# Task directions:
Tally the lines in the listing below that contain "Lloyd" and report the tally alone.

# Records for the task:
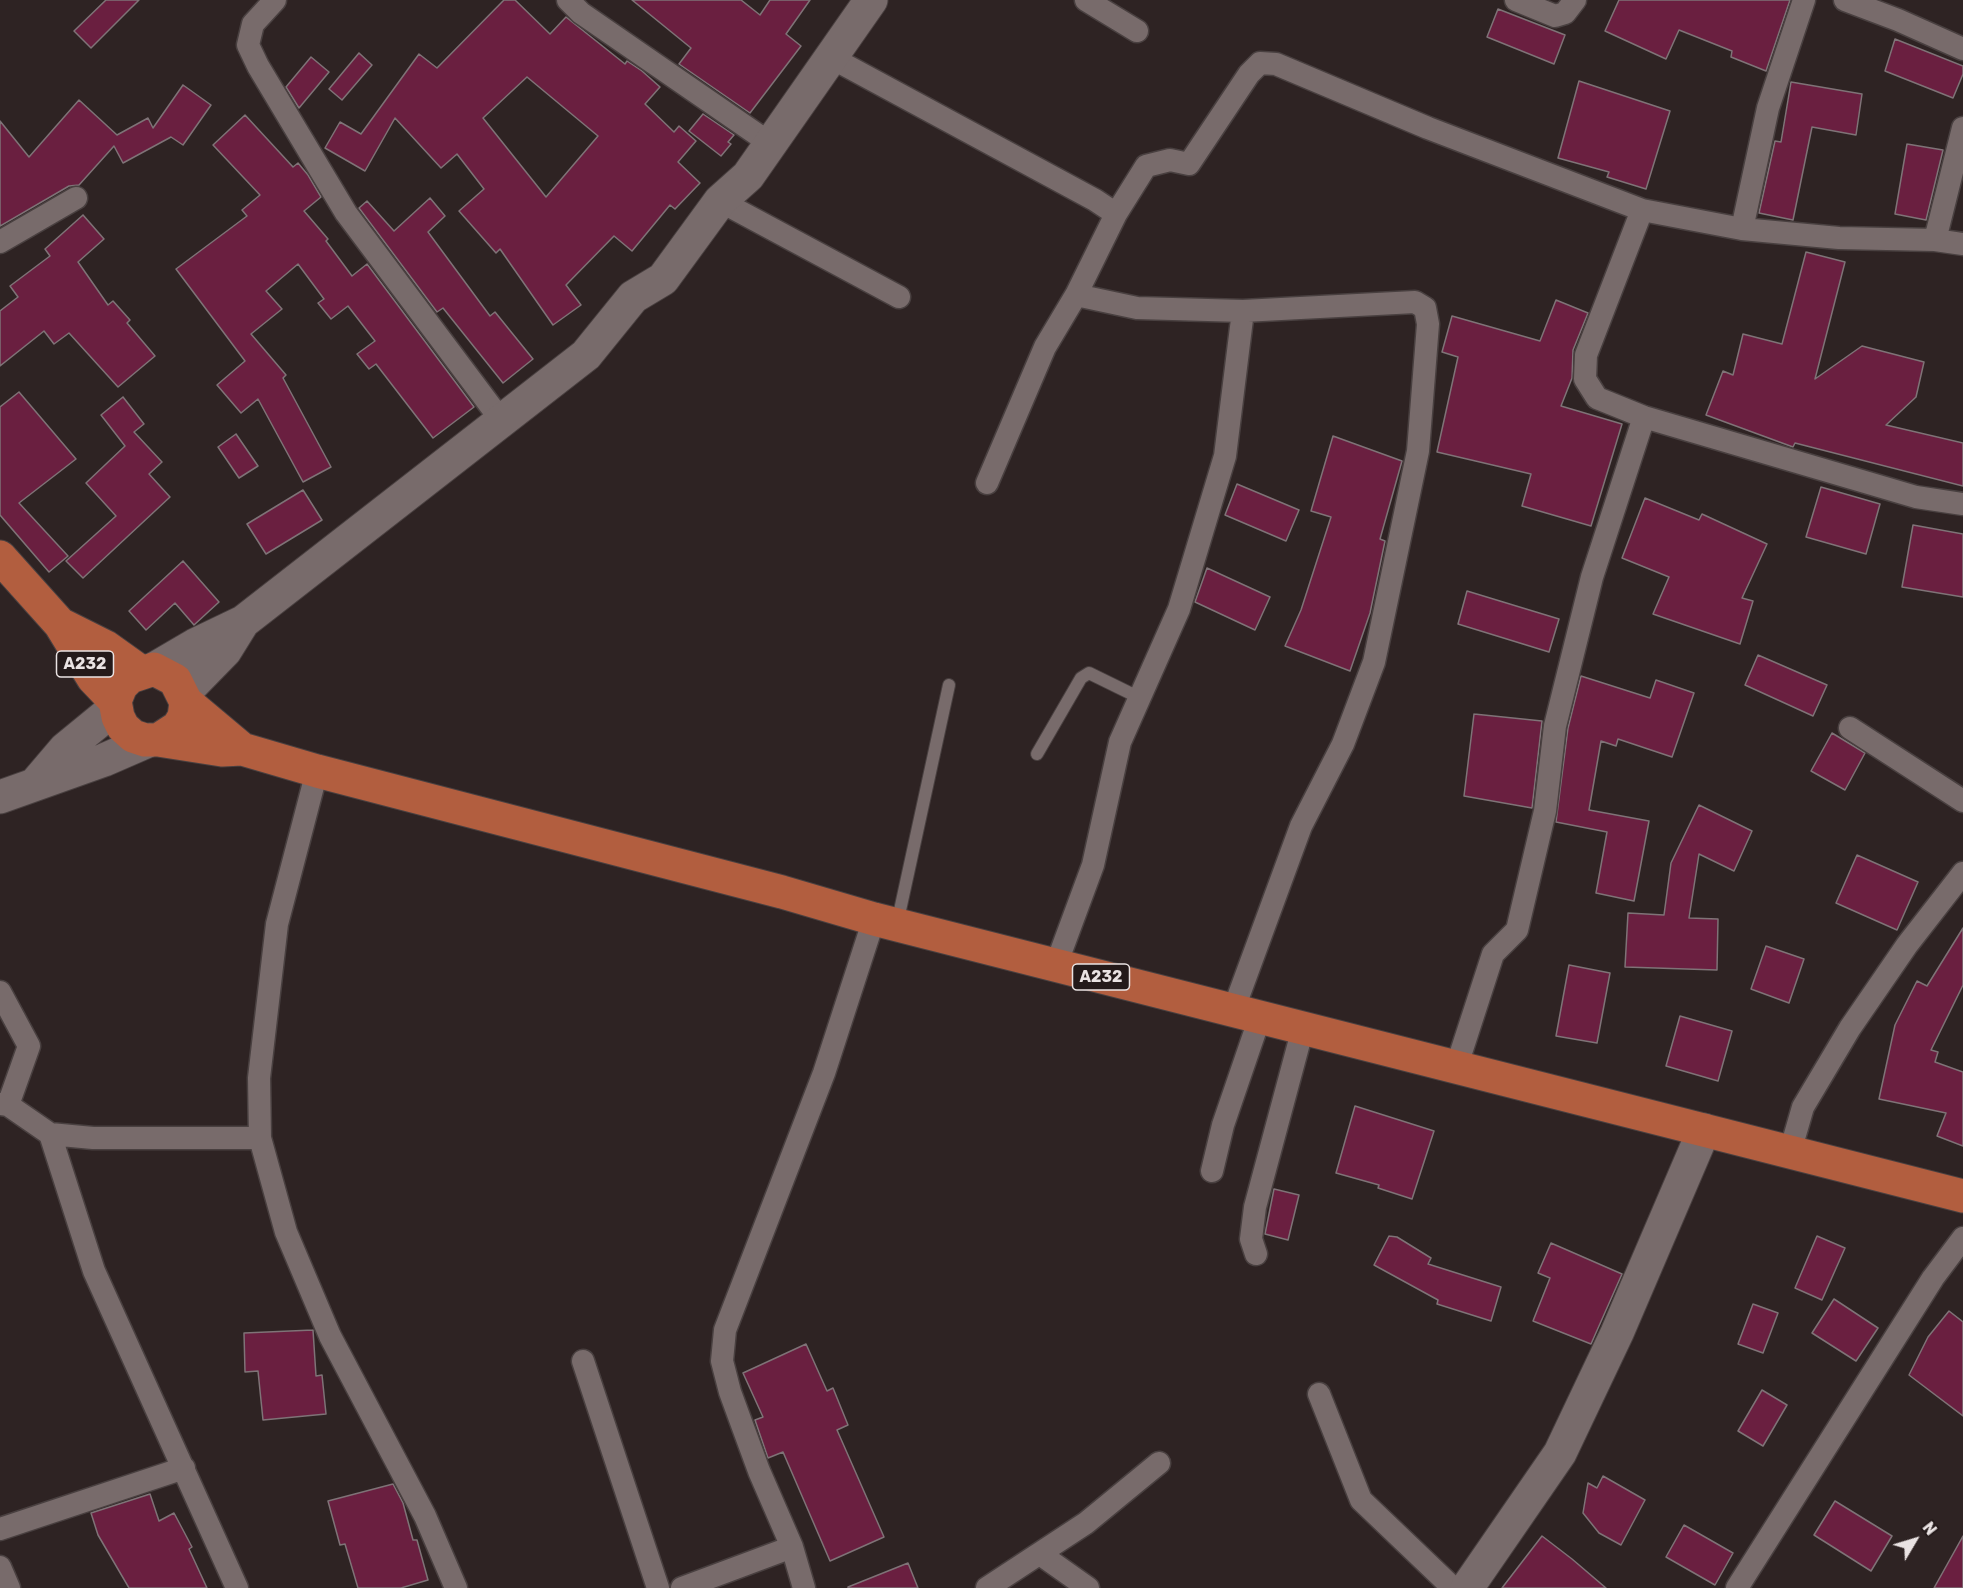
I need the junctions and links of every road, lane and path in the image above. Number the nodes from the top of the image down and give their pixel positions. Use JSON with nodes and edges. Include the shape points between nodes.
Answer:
{"nodes":[{"id":1,"x":274,"y":0,"type":"edge"},
{"id":2,"x":568,"y":0,"type":"edge"},
{"id":3,"x":871,"y":0,"type":"edge"},
{"id":4,"x":1086,"y":0,"type":"edge"},
{"id":5,"x":1515,"y":0,"type":"edge"},
{"id":6,"x":1575,"y":0,"type":"edge"},
{"id":7,"x":1804,"y":0,"type":"edge"},
{"id":8,"x":1845,"y":0,"type":"edge"},
{"id":9,"x":1137,"y":31,"type":"dead end"},
{"id":10,"x":1963,"y":49,"type":"edge"},
{"id":11,"x":832,"y":58,"type":"junction"},
{"id":12,"x":1963,"y":128,"type":"edge"},
{"id":13,"x":771,"y":144,"type":"junction"},
{"id":14,"x":76,"y":198,"type":"dead end"},
{"id":15,"x":720,"y":201,"type":"junction"},
{"id":16,"x":1642,"y":210,"type":"junction"},
{"id":17,"x":1116,"y":214,"type":"junction"},
{"id":18,"x":1742,"y":229,"type":"junction"},
{"id":19,"x":1935,"y":240,"type":"junction"},
{"id":20,"x":0,"y":242,"type":"edge"},
{"id":21,"x":1963,"y":244,"type":"edge"},
{"id":22,"x":1076,"y":295,"type":"junction"},
{"id":23,"x":899,"y":297,"type":"dead end"},
{"id":24,"x":1243,"y":311,"type":"junction"},
{"id":25,"x":1644,"y":417,"type":"junction"},
{"id":26,"x":501,"y":420,"type":"junction"},
{"id":27,"x":987,"y":483,"type":"dead end"},
{"id":28,"x":1963,"y":504,"type":"edge"},
{"id":29,"x":0,"y":557,"type":"edge"},
{"id":30,"x":243,"y":622,"type":"junction"},
{"id":31,"x":60,"y":624,"type":"junction"},
{"id":32,"x":147,"y":671,"type":"junction"},
{"id":33,"x":949,"y":685,"type":"dead end"},
{"id":34,"x":184,"y":698,"type":"junction"},
{"id":35,"x":1140,"y":698,"type":"junction"},
{"id":36,"x":115,"y":704,"type":"junction"},
{"id":37,"x":1850,"y":728,"type":"dead end"},
{"id":38,"x":154,"y":740,"type":"junction"},
{"id":39,"x":242,"y":748,"type":"junction"},
{"id":40,"x":1037,"y":754,"type":"dead end"},
{"id":41,"x":317,"y":771,"type":"junction"},
{"id":42,"x":35,"y":784,"type":"junction"},
{"id":43,"x":0,"y":797,"type":"edge"},
{"id":44,"x":1963,"y":801,"type":"edge"},
{"id":45,"x":1963,"y":873,"type":"edge"},
{"id":46,"x":885,"y":922,"type":"junction"},
{"id":47,"x":1056,"y":965,"type":"junction"},
{"id":48,"x":0,"y":992,"type":"edge"},
{"id":49,"x":1246,"y":1014,"type":"junction"},
{"id":50,"x":1303,"y":1028,"type":"junction"},
{"id":51,"x":1456,"y":1068,"type":"junction"},
{"id":52,"x":4,"y":1104,"type":"edge"},
{"id":53,"x":1704,"y":1130,"type":"junction"},
{"id":54,"x":50,"y":1134,"type":"junction"},
{"id":55,"x":260,"y":1138,"type":"junction"},
{"id":56,"x":1790,"y":1152,"type":"junction"},
{"id":57,"x":1212,"y":1171,"type":"dead end"},
{"id":58,"x":1963,"y":1196,"type":"edge"},
{"id":59,"x":1963,"y":1238,"type":"edge"},
{"id":60,"x":1256,"y":1254,"type":"dead end"},
{"id":61,"x":584,"y":1360,"type":"dead end"},
{"id":62,"x":1319,"y":1394,"type":"dead end"},
{"id":63,"x":1159,"y":1462,"type":"dead end"},
{"id":64,"x":184,"y":1468,"type":"junction"},
{"id":65,"x":0,"y":1529,"type":"edge"},
{"id":66,"x":792,"y":1547,"type":"junction"},
{"id":67,"x":1040,"y":1554,"type":"junction"},
{"id":68,"x":0,"y":1567,"type":"edge"},
{"id":69,"x":9,"y":1588,"type":"edge"},
{"id":70,"x":237,"y":1588,"type":"edge"},
{"id":71,"x":456,"y":1588,"type":"edge"},
{"id":72,"x":658,"y":1588,"type":"edge"},
{"id":73,"x":682,"y":1588,"type":"edge"},
{"id":74,"x":804,"y":1588,"type":"edge"},
{"id":75,"x":987,"y":1588,"type":"edge"},
{"id":76,"x":1088,"y":1588,"type":"edge"},
{"id":77,"x":1453,"y":1588,"type":"edge"},
{"id":78,"x":1467,"y":1588,"type":"edge"},
{"id":79,"x":1737,"y":1588,"type":"edge"}],
"edges":[{"from":1,"to":26,"type":"street","via":[[253,24],[248,45],[258,66],[345,213]]},
{"from":2,"to":13,"type":"street","via":[[581,13]]},
{"from":3,"to":11,"type":"main road"},
{"from":4,"to":9,"type":"street"},
{"from":5,"to":6,"type":"street","via":[[1555,16],[1565,13]]},
{"from":7,"to":18,"type":"street","via":[[1768,108]]},
{"from":8,"to":10,"type":"street"},
{"from":11,"to":13,"type":"main road"},
{"from":11,"to":17,"type":"street"},
{"from":12,"to":19,"type":"street"},
{"from":13,"to":15,"type":"main road","via":[[748,176]]},
{"from":14,"to":20,"type":"street"},
{"from":15,"to":23,"type":"street"},
{"from":15,"to":26,"type":"main road","via":[[663,279],[633,297],[586,355]]},
{"from":16,"to":17,"type":"street","via":[[1276,64],[1260,63],[1189,164],[1170,160],[1146,166]]},
{"from":16,"to":18,"type":"street"},
{"from":16,"to":25,"type":"street","via":[[1586,355],[1585,379],[1597,398]]},
{"from":17,"to":22,"type":"street"},
{"from":18,"to":19,"type":"street","via":[[1839,238]]},
{"from":19,"to":21,"type":"street"},
{"from":22,"to":24,"type":"street","via":[[1137,308]]},
{"from":22,"to":27,"type":"street","via":[[1046,347]]},
{"from":24,"to":35,"type":"street","via":[[1225,456],[1179,609]]},
{"from":24,"to":49,"type":"street","via":[[1415,302],[1425,308],[1428,324],[1419,451],[1374,662],[1343,744],[1301,826]]},
{"from":25,"to":28,"type":"street","via":[[1916,497]]},
{"from":25,"to":51,"type":"street","via":[[1592,577],[1555,726],[1545,812],[1517,930],[1493,954]]},
{"from":26,"to":30,"type":"main road"},
{"from":29,"to":31,"type":"main road","number":"A232"},
{"from":30,"to":32,"type":"main road"},
{"from":30,"to":34,"type":"main road","via":[[225,651]]},
{"from":31,"to":32,"type":"main road","number":"A232"},
{"from":31,"to":36,"type":"main road","number":"A232","via":[[93,678]]},
{"from":32,"to":34,"type":"main road","via":[[175,680]]},
{"from":32,"to":36,"type":"main road","via":[[130,677],[121,686]]},
{"from":33,"to":46,"type":"lane"},
{"from":34,"to":38,"type":"main road","via":[[184,717],[178,728]]},
{"from":34,"to":39,"type":"main road","number":"A232"},
{"from":35,"to":40,"type":"lane","via":[[1089,673],[1080,678]]},
{"from":35,"to":47,"type":"street","via":[[1120,742],[1093,865]]},
{"from":36,"to":38,"type":"main road","via":[[123,727],[133,736]]},
{"from":36,"to":42,"type":"main road","via":[[65,748]]},
{"from":37,"to":44,"type":"street"},
{"from":38,"to":39,"type":"main road","number":"A232","via":[[222,750]]},
{"from":38,"to":42,"type":"main road"},
{"from":39,"to":41,"type":"main road","number":"A232"},
{"from":41,"to":46,"type":"main road","number":"A232"},
{"from":41,"to":55,"type":"street","via":[[276,934],[259,1078]]},
{"from":42,"to":43,"type":"main road"},
{"from":45,"to":56,"type":"street","via":[[1850,1028],[1803,1107]]},
{"from":46,"to":47,"type":"main road","number":"A232"},
{"from":46,"to":66,"type":"street","via":[[725,1330],[722,1361],[730,1392]]},
{"from":47,"to":49,"type":"main road","number":"A232"},
{"from":48,"to":52,"type":"street","via":[[29,1046]]},
{"from":49,"to":50,"type":"main road","number":"A232"},
{"from":49,"to":57,"type":"street"},
{"from":50,"to":51,"type":"main road","number":"A232"},
{"from":50,"to":60,"type":"street","via":[[1255,1207],[1251,1239]]},
{"from":51,"to":53,"type":"main road","number":"A232"},
{"from":52,"to":54,"type":"street"},
{"from":53,"to":56,"type":"main road","number":"A232"},
{"from":53,"to":78,"type":"main road","via":[[1617,1333],[1560,1453]]},
{"from":54,"to":55,"type":"street","via":[[93,1138]]},
{"from":54,"to":64,"type":"street","via":[[94,1271]]},
{"from":55,"to":71,"type":"street","via":[[286,1232],[325,1326],[425,1516]]},
{"from":56,"to":58,"type":"main road","number":"A232"},
{"from":59,"to":79,"type":"street","via":[[1933,1278]]},
{"from":61,"to":72,"type":"street"},
{"from":62,"to":77,"type":"street","via":[[1361,1500]]},
{"from":63,"to":67,"type":"street","via":[[1086,1523]]},
{"from":64,"to":65,"type":"street"},
{"from":64,"to":70,"type":"street"},
{"from":66,"to":73,"type":"street"},
{"from":66,"to":74,"type":"street"},
{"from":67,"to":75,"type":"street"},
{"from":67,"to":76,"type":"street"},
{"from":68,"to":69,"type":"street"}]}
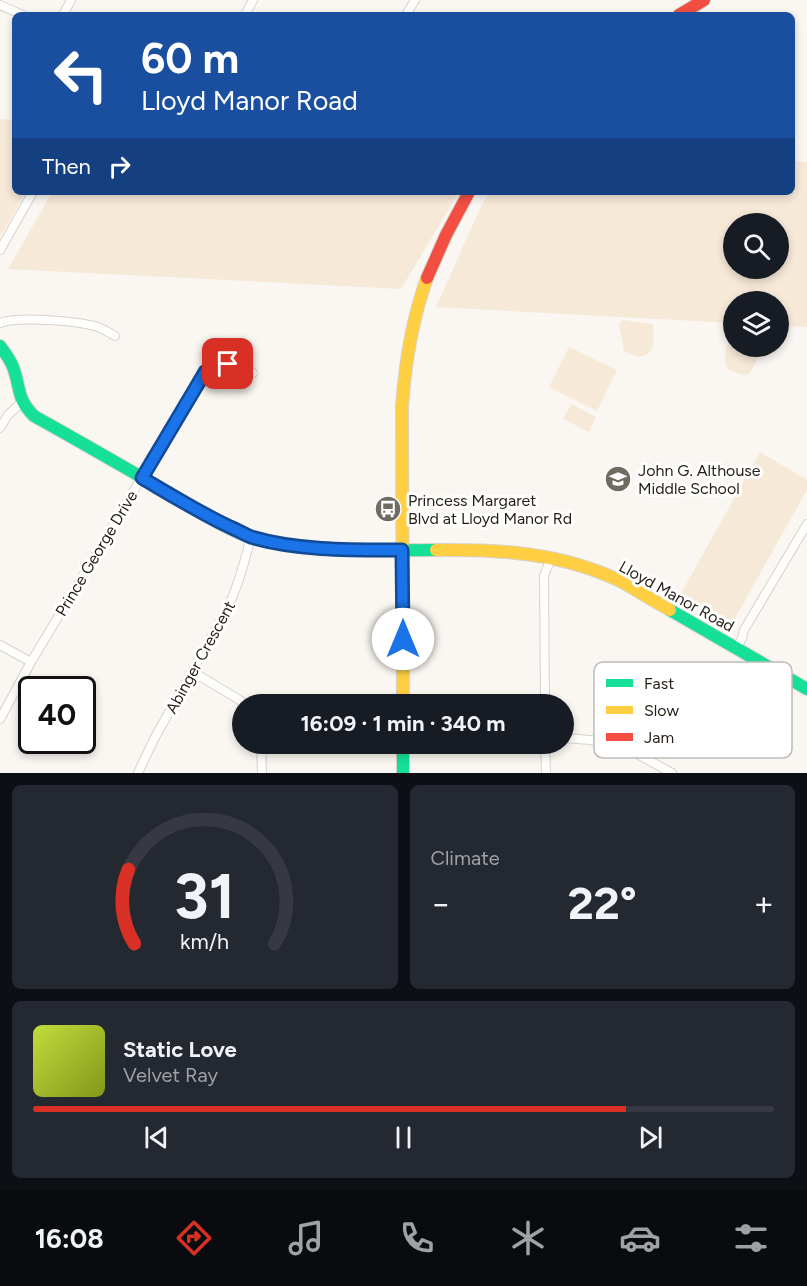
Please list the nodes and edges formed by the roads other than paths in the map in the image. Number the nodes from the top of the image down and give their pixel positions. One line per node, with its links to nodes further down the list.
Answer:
1 (704, 0): 4 (street)
2 (0, 5): 3 (street)
3 (16, 12)
4 (684, 12)
5 (31, 195): 7 (street)
6 (467, 195): 17 (street)
7 (0, 250)
8 (0, 323): 9 (street)
9 (115, 336)
10 (0, 346): 12 (street)
11 (254, 373): 14 (street, Prince George Drive)
12 (22, 402): 13 (street); 14 (street, Lloyd Manor Road)
13 (0, 428)
14 (142, 478): 16 (street, Lloyd Manor Road); 21 (street, Prince George Drive)
15 (806, 528): 20 (street)
16 (251, 536): 17 (street, Lloyd Manor Road); 23 (street, Abinger Crescent)
17 (402, 550): 18 (street, Lloyd Manor Road); 26 (street)
18 (550, 558): 20 (street, Lloyd Manor Road); 27 (street)
19 (0, 645): 21 (street)
20 (737, 648): 22 (street, Lloyd Manor Road)
21 (31, 662): 29 (street, Prince George Drive)
22 (761, 662)
23 (193, 672): 28 (street); 36 (street, Abinger Crescent)
24 (792, 680): 25 (street, Lloyd Manor Road)
25 (807, 689)
26 (403, 694)
27 (545, 694)
28 (232, 695)
29 (0, 719)
30 (574, 739): 31 (street)
31 (594, 741)
32 (261, 754): 37 (street)
33 (403, 754): 38 (street)
34 (545, 754): 39 (street)
35 (645, 758): 40 (street)
36 (138, 773)
37 (262, 773)
38 (403, 773)
39 (546, 773)
40 (672, 773)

# Answer to this task:
7